Records for processing Start Marker

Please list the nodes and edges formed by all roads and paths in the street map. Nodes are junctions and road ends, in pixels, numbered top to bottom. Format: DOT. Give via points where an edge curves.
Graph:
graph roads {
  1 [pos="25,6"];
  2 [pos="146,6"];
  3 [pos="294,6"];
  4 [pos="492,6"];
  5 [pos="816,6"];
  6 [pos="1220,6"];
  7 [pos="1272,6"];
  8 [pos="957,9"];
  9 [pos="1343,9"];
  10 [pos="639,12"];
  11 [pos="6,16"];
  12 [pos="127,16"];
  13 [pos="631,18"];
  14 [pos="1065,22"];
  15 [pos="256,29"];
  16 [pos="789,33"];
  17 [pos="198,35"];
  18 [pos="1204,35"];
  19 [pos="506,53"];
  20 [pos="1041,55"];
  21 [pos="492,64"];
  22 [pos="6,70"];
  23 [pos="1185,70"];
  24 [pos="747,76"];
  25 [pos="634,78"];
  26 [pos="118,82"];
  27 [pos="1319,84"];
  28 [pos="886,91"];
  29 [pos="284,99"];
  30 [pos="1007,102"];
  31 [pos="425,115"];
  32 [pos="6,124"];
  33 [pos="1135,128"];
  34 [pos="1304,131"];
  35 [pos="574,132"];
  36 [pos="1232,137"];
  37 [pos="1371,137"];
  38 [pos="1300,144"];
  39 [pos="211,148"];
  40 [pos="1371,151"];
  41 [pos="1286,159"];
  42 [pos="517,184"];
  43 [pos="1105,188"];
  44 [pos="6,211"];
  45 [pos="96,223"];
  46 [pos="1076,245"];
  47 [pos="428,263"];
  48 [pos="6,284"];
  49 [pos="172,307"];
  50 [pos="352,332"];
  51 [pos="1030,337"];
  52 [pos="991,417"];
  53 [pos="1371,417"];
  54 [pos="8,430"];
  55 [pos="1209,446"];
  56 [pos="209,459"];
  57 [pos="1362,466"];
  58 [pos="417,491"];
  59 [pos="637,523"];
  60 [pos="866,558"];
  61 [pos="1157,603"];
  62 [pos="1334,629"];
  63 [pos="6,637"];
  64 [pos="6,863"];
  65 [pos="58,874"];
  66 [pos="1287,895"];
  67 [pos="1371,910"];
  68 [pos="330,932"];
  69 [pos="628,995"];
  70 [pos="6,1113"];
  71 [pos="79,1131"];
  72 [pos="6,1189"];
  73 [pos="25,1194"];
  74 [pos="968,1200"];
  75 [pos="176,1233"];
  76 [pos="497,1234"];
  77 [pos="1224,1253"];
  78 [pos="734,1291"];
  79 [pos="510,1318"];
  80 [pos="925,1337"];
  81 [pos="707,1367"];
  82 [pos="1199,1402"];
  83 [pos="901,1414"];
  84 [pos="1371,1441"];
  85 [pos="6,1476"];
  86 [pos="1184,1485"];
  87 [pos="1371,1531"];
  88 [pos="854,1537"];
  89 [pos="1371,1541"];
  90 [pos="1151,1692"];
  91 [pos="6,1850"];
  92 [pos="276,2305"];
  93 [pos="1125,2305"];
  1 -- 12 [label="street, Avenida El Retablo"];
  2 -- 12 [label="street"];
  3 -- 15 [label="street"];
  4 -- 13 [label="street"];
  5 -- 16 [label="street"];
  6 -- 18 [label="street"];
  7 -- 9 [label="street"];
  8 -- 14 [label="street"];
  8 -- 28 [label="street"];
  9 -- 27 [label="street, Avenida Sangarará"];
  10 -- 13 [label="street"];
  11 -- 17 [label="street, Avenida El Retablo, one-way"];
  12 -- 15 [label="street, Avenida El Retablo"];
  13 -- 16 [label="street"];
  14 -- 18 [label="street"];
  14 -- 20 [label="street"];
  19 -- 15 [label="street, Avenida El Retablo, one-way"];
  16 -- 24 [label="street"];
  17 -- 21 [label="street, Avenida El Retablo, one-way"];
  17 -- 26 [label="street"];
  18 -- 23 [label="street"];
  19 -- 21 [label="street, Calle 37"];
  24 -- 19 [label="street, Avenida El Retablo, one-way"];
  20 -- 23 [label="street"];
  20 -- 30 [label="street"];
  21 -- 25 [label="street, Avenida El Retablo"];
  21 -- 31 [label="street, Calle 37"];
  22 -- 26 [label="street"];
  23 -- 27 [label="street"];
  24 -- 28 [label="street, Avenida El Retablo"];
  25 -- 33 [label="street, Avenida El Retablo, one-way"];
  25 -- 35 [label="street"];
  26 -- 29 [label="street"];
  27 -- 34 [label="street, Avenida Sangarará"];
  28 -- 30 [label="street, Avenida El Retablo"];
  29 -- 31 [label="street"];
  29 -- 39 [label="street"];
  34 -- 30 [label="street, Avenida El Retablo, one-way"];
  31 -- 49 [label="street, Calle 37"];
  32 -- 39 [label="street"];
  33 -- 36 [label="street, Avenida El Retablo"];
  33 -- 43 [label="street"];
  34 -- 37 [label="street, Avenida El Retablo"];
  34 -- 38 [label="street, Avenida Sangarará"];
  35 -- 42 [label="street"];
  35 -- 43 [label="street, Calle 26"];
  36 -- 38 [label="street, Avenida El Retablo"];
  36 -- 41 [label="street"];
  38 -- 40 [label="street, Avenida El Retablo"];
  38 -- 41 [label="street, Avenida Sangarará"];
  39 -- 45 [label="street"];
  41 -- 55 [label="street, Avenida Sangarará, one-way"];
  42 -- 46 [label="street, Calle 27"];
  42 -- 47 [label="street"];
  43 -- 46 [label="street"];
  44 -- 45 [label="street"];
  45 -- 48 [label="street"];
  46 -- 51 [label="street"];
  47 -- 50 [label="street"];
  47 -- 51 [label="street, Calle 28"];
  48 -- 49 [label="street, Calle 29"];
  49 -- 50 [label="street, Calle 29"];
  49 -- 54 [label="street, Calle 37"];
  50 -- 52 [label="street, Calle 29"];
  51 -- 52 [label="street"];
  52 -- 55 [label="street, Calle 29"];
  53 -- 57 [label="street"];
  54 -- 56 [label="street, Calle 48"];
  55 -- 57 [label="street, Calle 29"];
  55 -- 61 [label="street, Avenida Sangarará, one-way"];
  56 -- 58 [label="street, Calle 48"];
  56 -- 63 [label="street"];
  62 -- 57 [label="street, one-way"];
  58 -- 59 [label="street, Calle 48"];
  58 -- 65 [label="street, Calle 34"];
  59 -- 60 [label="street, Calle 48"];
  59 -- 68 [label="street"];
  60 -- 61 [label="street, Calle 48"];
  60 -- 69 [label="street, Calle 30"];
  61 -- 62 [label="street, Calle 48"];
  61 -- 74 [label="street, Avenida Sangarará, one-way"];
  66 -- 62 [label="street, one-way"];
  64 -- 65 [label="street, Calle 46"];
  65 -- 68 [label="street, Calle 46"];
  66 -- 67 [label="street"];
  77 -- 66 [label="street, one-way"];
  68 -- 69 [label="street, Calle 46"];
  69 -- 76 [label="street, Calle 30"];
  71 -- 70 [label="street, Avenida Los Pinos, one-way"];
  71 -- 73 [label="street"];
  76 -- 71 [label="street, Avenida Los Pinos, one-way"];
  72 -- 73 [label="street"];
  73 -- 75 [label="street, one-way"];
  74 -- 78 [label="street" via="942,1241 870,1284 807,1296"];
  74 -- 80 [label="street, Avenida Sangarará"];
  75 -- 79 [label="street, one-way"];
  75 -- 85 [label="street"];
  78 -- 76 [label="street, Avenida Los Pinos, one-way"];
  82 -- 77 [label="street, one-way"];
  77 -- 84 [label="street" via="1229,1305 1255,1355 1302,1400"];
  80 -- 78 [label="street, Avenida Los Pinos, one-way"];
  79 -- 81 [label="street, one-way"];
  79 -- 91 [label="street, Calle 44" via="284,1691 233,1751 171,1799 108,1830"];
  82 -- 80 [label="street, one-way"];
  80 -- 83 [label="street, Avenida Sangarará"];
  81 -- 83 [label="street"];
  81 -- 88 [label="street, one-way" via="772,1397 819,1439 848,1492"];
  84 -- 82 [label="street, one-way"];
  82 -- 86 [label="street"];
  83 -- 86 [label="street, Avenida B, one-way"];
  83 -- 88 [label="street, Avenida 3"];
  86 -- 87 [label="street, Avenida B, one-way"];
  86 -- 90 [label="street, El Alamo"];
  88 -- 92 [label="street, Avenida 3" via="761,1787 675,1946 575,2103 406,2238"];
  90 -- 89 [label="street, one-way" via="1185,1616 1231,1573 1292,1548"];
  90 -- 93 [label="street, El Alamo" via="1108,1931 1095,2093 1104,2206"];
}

Records for processing End Marker

# The problem
Would you please return all lines of the data that include the word "Sangarará"?

# Reply
  9 -- 27 [label="street, Avenida Sangarará"];
  27 -- 34 [label="street, Avenida Sangarará"];
  34 -- 38 [label="street, Avenida Sangarará"];
  38 -- 41 [label="street, Avenida Sangarará"];
  41 -- 55 [label="street, Avenida Sangarará, one-way"];
  55 -- 61 [label="street, Avenida Sangarará, one-way"];
  61 -- 74 [label="street, Avenida Sangarará, one-way"];
  74 -- 80 [label="street, Avenida Sangarará"];
  80 -- 83 [label="street, Avenida Sangarará"];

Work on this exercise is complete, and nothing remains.